You can display many things with power curves. How many service interactions per user during a month? How many purchases per user per month? Or whatever other measure that might make sense for your product. In this entry, we are going to measure how many purchases per user in the last 30 days. We will get something like:

Purchases power curve example

Our assumption for this exercise is that in Clickhouse we have a tabled called Purchases that contains all the purchases of the system (lets assume only successful ones). Each user has a unique identifier that we call AccountID.

There is a small detail that will complicate a little the query, but it will make it more powerful. In the power cuve we are going to count:

  • How many users purchased 1 in a month.
  • How many users purchased 2 in a month.
  • How many users purchased 3 in a month.
  • But we don’t know what is the maximum number of purchases.

We have two options, either we can hard code a value that will be used to group the most powerful users (eg: for the the ones who purchased 10+), or we can calculate that value on the fly (in the pic above the top bucket is 21).

    ( SELECT /*
         Calculate the place where we are going to group the top buyers
        */
        toUInt64(floor(quantileTDigest(0.95)(Purchases))) AS MaxPurchases
       FROM
         ( SELECT AccountID,
                  count() AS Purchases
          FROM Purchases
          WHERE EventDate >= today() - 30
          GROUP BY AccountID )
     )

In this query, we are calculating the top bucket we will use later in the final grouping. For that first we count how many purchases each user has done during the period we are looking at (in this case the last 30 days). Once we have amount of purchases per user, we want to know how the minimum purchases of the top 5% of buyers. We have the nice quantileTDigest to calculate what is the 0.95 quantile of the purchases of all buyers. Once calculated we just round it down, and convert to an int. The result of this query will tell us how many purchases did our top 5% of buyers, which is in MaxPurchases.

We have to pass now MaxPurchases to the next query. We are still using an old version of Clickhouse. The SQL has improved a lot in the newer versions. But for different reasons we never updated our cluster. Hence we use a small trick that might not be needed now. To do a JOIN we are going to add a dummy column that will be used for the join.
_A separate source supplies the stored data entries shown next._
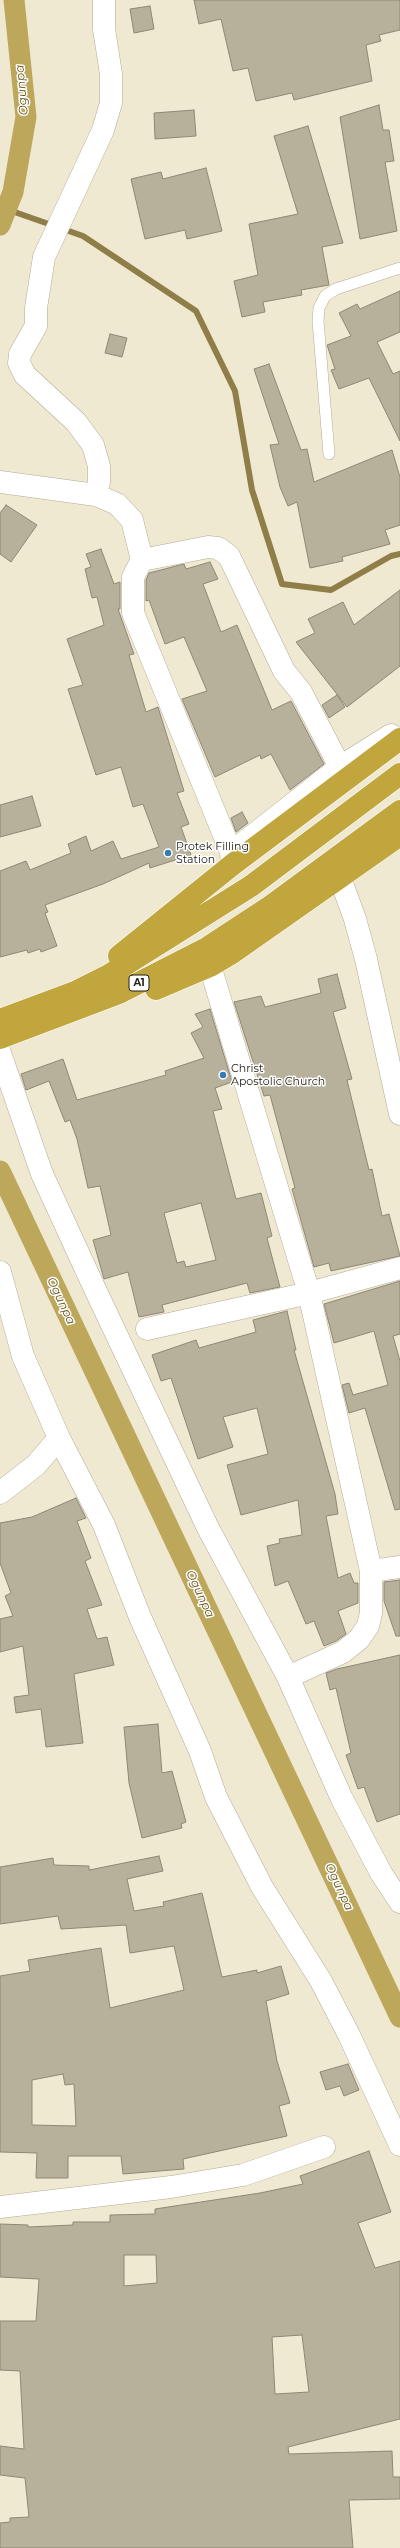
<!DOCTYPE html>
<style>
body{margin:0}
canvas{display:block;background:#efe9d2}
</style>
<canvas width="400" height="2548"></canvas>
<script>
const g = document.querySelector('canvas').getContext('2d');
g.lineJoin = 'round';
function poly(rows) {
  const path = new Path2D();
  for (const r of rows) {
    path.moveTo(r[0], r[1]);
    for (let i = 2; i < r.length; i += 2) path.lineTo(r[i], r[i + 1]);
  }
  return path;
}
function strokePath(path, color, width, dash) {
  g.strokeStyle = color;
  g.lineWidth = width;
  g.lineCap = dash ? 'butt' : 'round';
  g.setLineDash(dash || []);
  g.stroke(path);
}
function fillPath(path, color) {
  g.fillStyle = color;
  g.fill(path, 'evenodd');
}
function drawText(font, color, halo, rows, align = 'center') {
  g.font = font + ' Montserrat,sans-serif';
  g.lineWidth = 3;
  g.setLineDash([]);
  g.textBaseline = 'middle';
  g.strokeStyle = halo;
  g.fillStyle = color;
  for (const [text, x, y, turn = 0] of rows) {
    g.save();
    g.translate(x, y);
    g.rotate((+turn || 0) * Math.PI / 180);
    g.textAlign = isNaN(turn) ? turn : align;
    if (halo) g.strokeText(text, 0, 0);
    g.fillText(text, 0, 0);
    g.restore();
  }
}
const stream = poly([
 [6,209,83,236,196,311,235,391,252,490,282,584,331,590,391,556,400,554]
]);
const canal = poly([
 [0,225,13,192,26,117,14,0],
 [0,1171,400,2017]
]);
const building = poly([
 [194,0,400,0,400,30,379,35,381,41,366,45,372,81,294,100,292,93,256,101,248,68,233,71,221,19,199,24,194,0],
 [150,6,154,29,134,33,130,9,150,6],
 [379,105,383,130,389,130,394,161,385,162,397,231,360,239,340,117,379,105],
 [194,110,196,136,155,139,154,113,194,110],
 [308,126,343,243,322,247,329,285,301,290,302,295,263,302,265,312,242,317,234,281,258,275,249,224,298,214,274,136,308,126],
 [206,168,222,231,187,239,185,230,145,239,131,179,161,172,163,179,206,168],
 [400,291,400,332,377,342,393,374,400,371,400,441,369,378,339,389,331,370,335,369,327,345,351,336,339,313,357,304,360,309,400,291],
 [110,334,127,338,122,357,105,353,110,334],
 [269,364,301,450,307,449,314,482,392,450,400,477,400,525,385,530,390,544,342,557,343,561,310,568,297,502,288,506,280,487,270,445,279,444,254,369,269,364],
 [6,505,37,525,11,562,0,554,0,513,6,505],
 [101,549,114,584,120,582,120,609,118,609,134,654,129,655,146,712,158,707,184,791,177,793,189,824,181,827,191,855,150,868,149,863,103,884,45,905,48,912,45,913,57,946,41,952,40,949,28,953,27,950,0,957,0,871,26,861,30,870,71,853,68,844,86,836,91,851,113,841,121,859,159,847,143,804,133,807,121,767,96,775,68,689,83,685,67,639,104,625,97,597,92,598,85,569,91,567,86,554,101,549],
 [210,562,218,579,203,584,221,632,237,625,272,710,291,701,324,764,290,790,271,754,261,759,260,755,215,777,182,699,207,691,184,637,165,644,149,600,146,601,146,580,149,573,184,564,186,569,210,562],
 [400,590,400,666,347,707,296,642,315,633,308,619,343,602,354,625,400,590],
 [337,695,345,707,329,718,322,705,337,695],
 [32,796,41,826,0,837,0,805,32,796],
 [242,812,248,823,236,832,231,818,242,812],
 [337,974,346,1008,333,1012,352,1079,347,1080,369,1170,372,1169,382,1216,389,1214,400,1256,331,1271,329,1263,314,1267,292,1189,295,1188,270,1095,264,1096,234,1002,261,996,265,1007,321,993,318,979,337,974],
 [210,1009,232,1082,215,1088,222,1109,213,1111,236,1199,261,1193,272,1236,267,1238,280,1287,250,1293,247,1283,162,1305,164,1312,139,1317,128,1272,104,1279,93,1240,111,1235,100,1186,88,1188,77,1139,70,1120,65,1122,49,1081,26,1090,21,1074,63,1059,77,1100,166,1075,165,1071,204,1058,191,1033,203,1027,195,1014,210,1009],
 [201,1203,216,1260,186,1267,184,1261,177,1263,164,1213,201,1203],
 [400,1281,400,1334,393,1336,400,1361,400,1509,395,1510,365,1408,349,1413,342,1385,349,1383,353,1395,388,1385,374,1331,334,1343,324,1304,400,1281],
 [287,1311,296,1350,294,1350,335,1494,338,1514,326,1516,338,1578,350,1573,354,1583,358,1583,358,1603,338,1611,346,1634,336,1641,324,1646,314,1621,306,1624,288,1581,275,1586,267,1546,280,1543,279,1539,302,1535,298,1500,241,1515,227,1465,268,1454,257,1408,223,1417,233,1447,198,1459,171,1378,161,1381,152,1355,196,1340,199,1348,256,1332,253,1320,287,1311],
 [76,1498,86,1518,77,1521,91,1558,85,1561,102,1605,87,1609,97,1639,107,1637,114,1665,74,1674,83,1743,46,1747,41,1709,16,1713,14,1697,29,1695,23,1646,0,1652,0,1619,13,1616,5,1596,11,1593,0,1563,0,1523,32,1517,76,1498],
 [400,1580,400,1636,396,1636,384,1601,384,1582,400,1580],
 [400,1655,400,1814,377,1822,364,1787,358,1789,346,1755,351,1753,336,1688,330,1690,326,1673,337,1669,400,1655],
 [158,1724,162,1773,172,1771,186,1822,181,1824,182,1828,142,1838,129,1783,124,1727,158,1724],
 [159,1856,163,1871,127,1879,134,1911,164,1906,163,1902,202,1893,222,1977,257,1970,257,1973,281,1966,289,1994,266,2001,277,2061,290,2103,279,2106,287,2136,183,2159,184,2169,123,2174,121,2156,68,2156,68,2178,36,2178,37,2153,0,2152,0,1976,30,1971,28,1960,101,1948,110,2008,184,1990,174,1946,130,1953,126,1925,61,1929,58,1916,0,1924,0,1867,53,1858,54,1865,89,1866,89,1870,159,1856],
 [63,2074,65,2085,74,2084,76,2126,32,2125,32,2080,63,2074],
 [348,2064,359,2090,344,2096,340,2086,326,2090,320,2072,348,2064],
 [369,2151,391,2212,358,2223,375,2268,400,2261,400,2419,288,2447,289,2454,392,2451,393,2477,400,2477,400,2499,349,2500,353,2548,0,2548,0,2523,10,2522,10,2518,29,2517,25,2478,0,2475,0,2446,24,2449,20,2371,0,2370,0,2321,36,2321,39,2279,0,2277,0,2224,28,2225,28,2227,73,2225,73,2222,110,2222,110,2215,155,2214,155,2209,260,2193,303,2184,300,2176,369,2151],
 [124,2255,156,2255,157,2283,124,2286,124,2255],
 [302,2335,309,2392,275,2394,272,2337,302,2335]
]);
const lane = poly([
 [329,454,318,321,319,308,325,296,336,289,400,268]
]);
const street = poly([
 [0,482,96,495,117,504,132,520,142,560],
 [96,495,99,482,99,466,93,445,76,422,25,375,19,363,20,354,36,326,36,308,44,257,103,130,111,103,111,74,104,29,104,0],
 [242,844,340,767,391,735],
 [232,865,231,852,133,613,133,577,142,560,208,547,218,548,229,556,284,671,301,692,340,767],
 [340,878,355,919,366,959,400,1114],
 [210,966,309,1293,371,1571,371,1613,368,1626,359,1639,343,1652,288,1677],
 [0,1053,42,1174,94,1287,208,1528,288,1677,342,1799,381,1873,400,1902],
 [0,1272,23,1356,59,1438,104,1525,140,1617,200,1751,216,1797,262,1887,321,1981,349,2035,400,2145],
 [147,1329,309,1293,400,1268],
 [0,1493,36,1465,59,1438],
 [371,1571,400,1567],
 [0,2207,171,2187,243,2175,324,2147]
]);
const highway = poly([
 [119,956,232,865,400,739],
 [156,989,210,966,232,953,400,835],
 [0,1020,75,992,109,975,251,886,400,774],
 [0,1038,119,993,207,948,268,908,400,811]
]);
const markers = [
 [168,853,4,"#357db1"],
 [223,1075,4,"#357db1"]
];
const shields = [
 [139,983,20]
];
const shieldNames = [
 ["A1",139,983]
];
const poiNames = [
 ["Protek Filling",176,847],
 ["Station",176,860],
 ["Christ",231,1069],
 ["Apostolic Church",231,1082]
];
const waterNames = [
 ["Ogunpa",22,90,-95],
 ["Ogunpa",61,1301,65],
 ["Ogunpa",200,1594,65],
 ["Ogunpa",339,1887,65]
];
strokePath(stream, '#8f7e47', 6);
strokePath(canal, '#bda75b', 21);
fillPath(building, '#b7b19b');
strokePath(building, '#8e8873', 1);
strokePath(lane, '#b2ab96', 12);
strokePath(street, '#b2ab96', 23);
strokePath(highway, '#fff', 23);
strokePath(lane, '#fff', 11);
strokePath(street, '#fff', 22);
strokePath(highway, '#c1a53d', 22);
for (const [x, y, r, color] of markers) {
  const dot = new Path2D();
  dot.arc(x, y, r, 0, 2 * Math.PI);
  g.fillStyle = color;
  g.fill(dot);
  strokePath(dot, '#fff', 1.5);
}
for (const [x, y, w] of shields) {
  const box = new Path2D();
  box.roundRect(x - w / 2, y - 8, w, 16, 3);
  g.fillStyle = '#fff';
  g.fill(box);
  strokePath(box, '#232018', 1);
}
drawText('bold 10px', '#232018', null, shieldNames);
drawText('11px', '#232018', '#fff', poiNames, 'left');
drawText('italic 12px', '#635319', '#fff', waterNames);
</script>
The resulting query is like this:

    SELECT
        if(Purchases > MaxPurchases, MaxPurchases, Purchases) as Purchases, /* assign a bucket */
        count() as Users
    FROM (
      /* count purchases per user */
      SELECT AccountID,
               count() AS Purchases,
               1 AS dummy   /* dummy join param */
       FROM Purchases
       WHERE EventDate >= today() - 30
       GROUP BY AccountID
    )
    ALL INNER JOIN
      ( SELECT
        toUInt64(floor(quantileTDigest(0.95)(Purchases))) AS MaxPurchases,
        1 AS dummy   /* dummy join param */
       FROM
         ( SELECT AccountID,
                  count() AS Purchases
          FROM Purchases
          WHERE EventDate >= today() - 30
          GROUP BY AccountID )
     )
     USING dummy  /* dummy dummy here also */
    GROUP BY Purchases, MaxPurchases
    ORDER BY Purchases

In the first part of the query we count again the purchases per user in the given time period. We JOIN with the query we did above so each row will get also the MaxPurchases. We have just one last step, which is assign a bucket and do the final grouping. We use the handy if function to group the top 5% in the top bucket.
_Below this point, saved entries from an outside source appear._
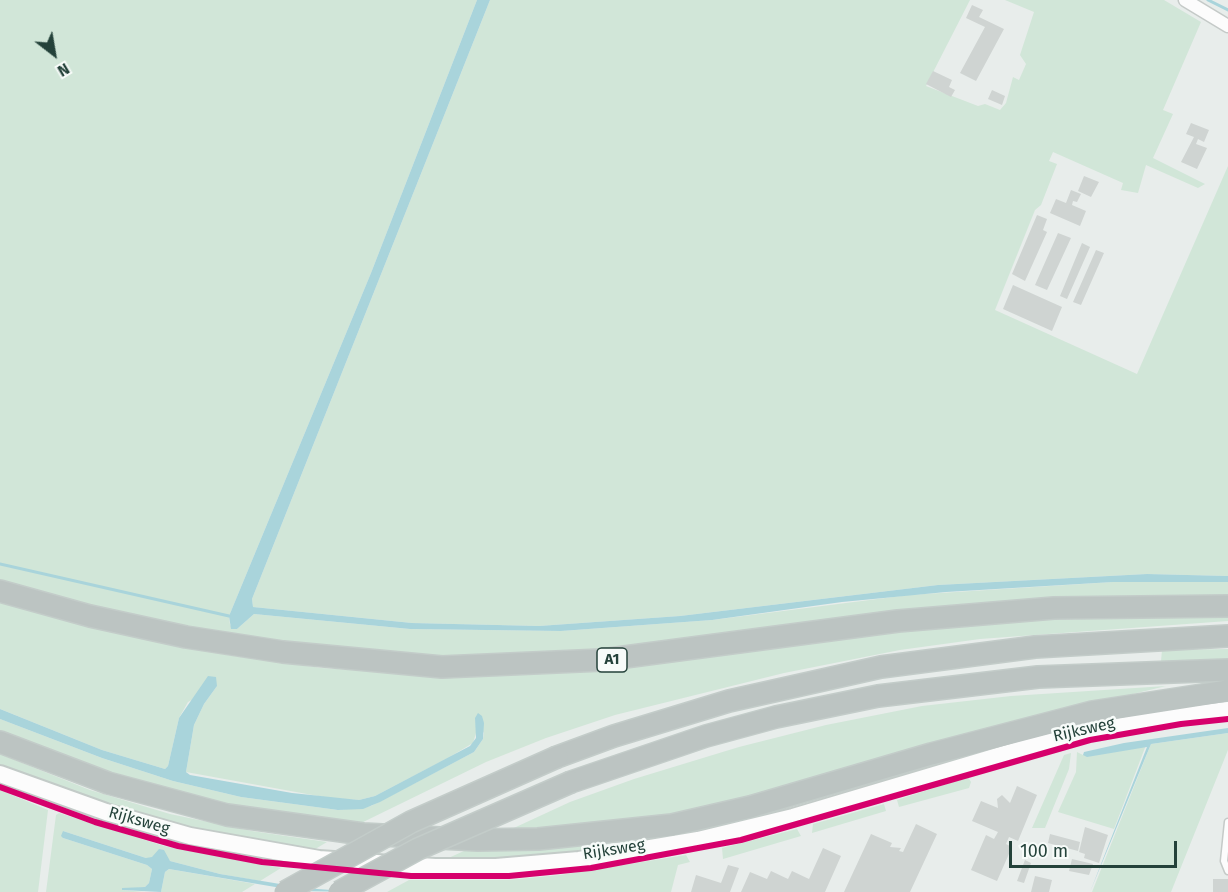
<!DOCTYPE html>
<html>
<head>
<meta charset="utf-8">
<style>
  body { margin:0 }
  #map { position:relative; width:1228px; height:892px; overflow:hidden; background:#e8edeb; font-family:"Fira Sans",sans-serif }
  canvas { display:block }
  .north { position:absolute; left:24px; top:24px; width:60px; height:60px; -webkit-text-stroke:4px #f7fbf9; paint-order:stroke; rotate:149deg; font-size:16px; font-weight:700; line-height:24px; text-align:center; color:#24423a }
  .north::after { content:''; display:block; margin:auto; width:21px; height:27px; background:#24423a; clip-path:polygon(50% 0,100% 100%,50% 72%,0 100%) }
  .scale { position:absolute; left:1009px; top:841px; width:168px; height:27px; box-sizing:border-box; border:3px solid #24423a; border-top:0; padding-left:8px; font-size:18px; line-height:21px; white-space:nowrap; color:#24423a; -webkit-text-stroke:4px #f7fbf9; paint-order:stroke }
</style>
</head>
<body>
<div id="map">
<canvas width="1228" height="892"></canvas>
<div class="north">N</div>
<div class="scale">100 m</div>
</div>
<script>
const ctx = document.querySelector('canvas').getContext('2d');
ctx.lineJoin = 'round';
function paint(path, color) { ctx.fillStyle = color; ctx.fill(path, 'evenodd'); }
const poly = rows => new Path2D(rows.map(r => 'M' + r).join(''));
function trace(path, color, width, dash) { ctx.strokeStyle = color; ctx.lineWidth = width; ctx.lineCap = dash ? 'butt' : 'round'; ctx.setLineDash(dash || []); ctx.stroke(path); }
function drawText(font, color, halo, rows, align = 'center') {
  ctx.font = font + ' "Fira Sans",sans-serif'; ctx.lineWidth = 5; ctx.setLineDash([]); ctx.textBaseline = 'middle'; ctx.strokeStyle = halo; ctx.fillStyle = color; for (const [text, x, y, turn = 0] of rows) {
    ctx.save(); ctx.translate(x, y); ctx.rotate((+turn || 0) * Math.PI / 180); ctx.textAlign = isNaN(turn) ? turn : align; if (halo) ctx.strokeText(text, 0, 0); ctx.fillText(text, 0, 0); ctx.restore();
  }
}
paint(poly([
  [0,0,477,0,371,273,229,616,230,625,237,629,254,614,410,629,561,631,712,620,909,595,1113,582,1228,582,1228,598,604,651,467,657,428,656,234,637,112,613,0,582],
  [490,0,970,0,926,86,978,106,985,104,1000,110,1006,103,1013,77,1019,80,1026,64,1020,55,1034,12,1005,0,1164,0,1201,22,1163,110,1173,114,1153,158,1205,184,1198,188,1146,165,1138,193,1121,190,1123,183,1053,152,1049,161,1057,164,1041,205,1035,210,995,310,1137,374,1228,166,1228,576,1147,574,938,585,680,616,539,626,412,623,253,607,252,599],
  [0,601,108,631,227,655,322,668,454,676,583,672,865,635,1009,621,1228,615,1228,621,980,639,900,650,784,673,615,715,546,738,486,762,355,826,292,818,141,787,0,735,0,719,102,758,173,781,241,797,338,810,371,806,474,752,483,739,484,733,475,718,477,730,473,743,448,758,375,796,359,800,329,798,186,772,194,725,204,704,217,686,188,702,179,718,168,766,165,769,102,750,0,709],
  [1228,649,1228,660,1161,661,1162,650],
  [1166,686,1079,707,685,814,503,833,570,802,634,779,739,747,826,725,922,706,1011,696],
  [1228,733,1228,750,1171,892,1092,892,1151,744],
  [1146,745,1114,829,1058,812,1076,772,1077,752,1083,755],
  [1071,753,1069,769,1045,828,1032,828,1064,755],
  [0,754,90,790,170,814,252,831,327,842,312,851,233,838,142,818,0,766],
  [968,777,971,782,969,788,899,807,897,800],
  [0,790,48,810,38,892,0,892],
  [884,804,886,811,812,833,813,824],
  [59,813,164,846,281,868,260,881,220,874,170,861,157,853,152,858,146,858,63,831,63,838,147,865,152,869,149,883,145,887,122,890,145,892,46,892,56,815],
  [797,829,801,836,723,859,722,848],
  [630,844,547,856,442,861,466,850],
  [686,855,690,862,678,865,671,892,387,892,409,880,508,880,560,875],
  [169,869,221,878,255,884,242,892,161,892,165,872]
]), '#d1e6d8');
paint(poly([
  [477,0,490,0,252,599,253,607,412,623,539,626,680,616,938,585,1147,574,1228,576,1228,582,1113,582,946,592,842,602,712,620,561,631,410,629,254,614,237,629,231,629,229,616,371,273],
  [208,676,216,677,217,686,204,704,194,725,186,772,190,775,292,793,359,800,375,796,470,746,476,738,475,718,478,713,482,716,484,723,483,739,474,752,380,802,363,809,338,810,241,797,173,781,102,758,0,719,0,709,102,750,165,769,168,766,179,718],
  [1228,728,1228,733,1151,744,1090,892,1147,747,1087,757,1083,755,1084,752,1124,743],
  [63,831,146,858,152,857,159,849,164,850,170,861,220,874,304,888,358,892,299,891,169,869,165,872,161,892,122,890,122,888,145,887,149,883,152,869,147,865,63,838,61,836]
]), '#a9d4db');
trace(poly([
  [1208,0,1228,10],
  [0,564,229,616]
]), '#a9d4db', 3);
paint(poly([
  [972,5,983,10,979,17,1004,29,976,81,960,73,985,27,966,18],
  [933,71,952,80,949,87,955,90,951,97,926,84],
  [992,90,1005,96,1002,105,988,99],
  [1191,123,1209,130,1204,142,1198,139,1196,144,1207,148,1197,169,1181,162,1194,137,1186,134],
  [1084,176,1099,182,1091,197,1078,191],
  [1071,190,1081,194,1077,202,1073,201,1072,205,1086,211,1080,226,1050,213,1056,199,1066,203],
  [1037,215,1047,219,1043,230,1047,232,1025,281,1012,274],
  [1058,233,1071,238,1047,290,1035,285],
  [1082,243,1090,247,1067,299,1060,296],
  [1096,250,1104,253,1081,305,1073,302],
  [1013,285,1062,307,1052,331,1003,309],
  [1017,786,1037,795,1018,841,1009,837,1006,844,1012,847,997,881,971,870,986,835,994,839,998,832,972,821,981,801,998,808,997,799,1002,795,1010,803],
  [916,824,937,834,910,892,844,892,871,834,892,843,890,847,901,848,899,851,903,852],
  [1085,827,1108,835,1099,863,1084,858,1085,854,1079,852],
  [1050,834,1080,842,1078,851,1048,843],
  [823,848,841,856,825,892,741,892,750,872,767,879,771,871,788,879,792,871,809,879],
  [1072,859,1093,864,1089,875,1069,871],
  [1025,860,1031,863,1024,883,1017,881],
  [728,865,739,868,730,892,691,892,696,875,721,883],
  [1035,876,1052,880,1049,892,1031,892],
  [1213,879,1228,879,1228,892,1213,892]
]), '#cfd4d2');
const service = poly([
  [1228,822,1224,861,1228,871]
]);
const minor = poly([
  [1185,0,1228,26]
]);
const secondary = poly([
  [0,774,106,812,190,836,319,859,435,867,496,867,579,860,698,840,793,817,1025,748,1079,734,1162,718,1228,710]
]);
const motorway = poly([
  [0,591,90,616,186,637,283,652,442,667,602,660,898,621,1054,608,1228,606],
  [0,742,108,783,227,815,363,834,478,840,538,839,672,825,750,807,931,754,1092,712,1228,691],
  [557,757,614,736,729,701,881,667,1035,647,1228,636],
  [571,782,706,736,776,717,878,696,1038,677,1228,670]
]);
trace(service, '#c5cac8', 9);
trace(minor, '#c5cac8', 15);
trace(secondary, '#c3cbc8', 20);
trace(motorway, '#c3ccc9', 24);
trace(service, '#fcfcfc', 6);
trace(minor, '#fcfcfc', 12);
trace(secondary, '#fcfcfc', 16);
trace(motorway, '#bcc4c2', 21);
const motorwayBridge = poly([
  [285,892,411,822,557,757],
  [339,892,418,849,571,782]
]);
trace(motorwayBridge, '#c3ccc9', 24, []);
trace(motorwayBridge, '#bcc4c2', 21);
trace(poly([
  [0,787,95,822,178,846,262,862,411,876,509,876,591,868,741,840,1090,740,1181,724,1228,719]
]), '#d6006c', 6);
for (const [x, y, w] of [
  [612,660,30]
]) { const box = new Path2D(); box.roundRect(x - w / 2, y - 12, w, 24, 4.5); ctx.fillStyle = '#f7fbf9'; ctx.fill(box); trace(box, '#24423a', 1.5); }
drawText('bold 15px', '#24423a', null, [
  ["A1",612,660]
]);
drawText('16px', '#24423a', '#f7fbf9', [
  ["Rijksweg",1084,730,-13],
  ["Rijksweg",139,821,16],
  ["Rijksweg",614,850,-9]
]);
</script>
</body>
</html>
We are ready, now you have the power curve of purchases. There is one important thing that you will need to take into account. There is no bucket 0. We are counting the distribution of the buyers here, not all our user base. In this case adding a bucket 0 is not that easy as in the Purchases table we have only information of the users who did a purchase. If you will need the bucket 0, it depends a lot on your DB and what information you store. But it is important to take into account, as you are only displaying the “good” users (or the ones buying in this example).

With Redash it is very easy to get the graph. You are done.

I hope it helps!!

Note: As mentioned above in later versions of Clickhouse there is also the WITH support that could be used to simplify the queries.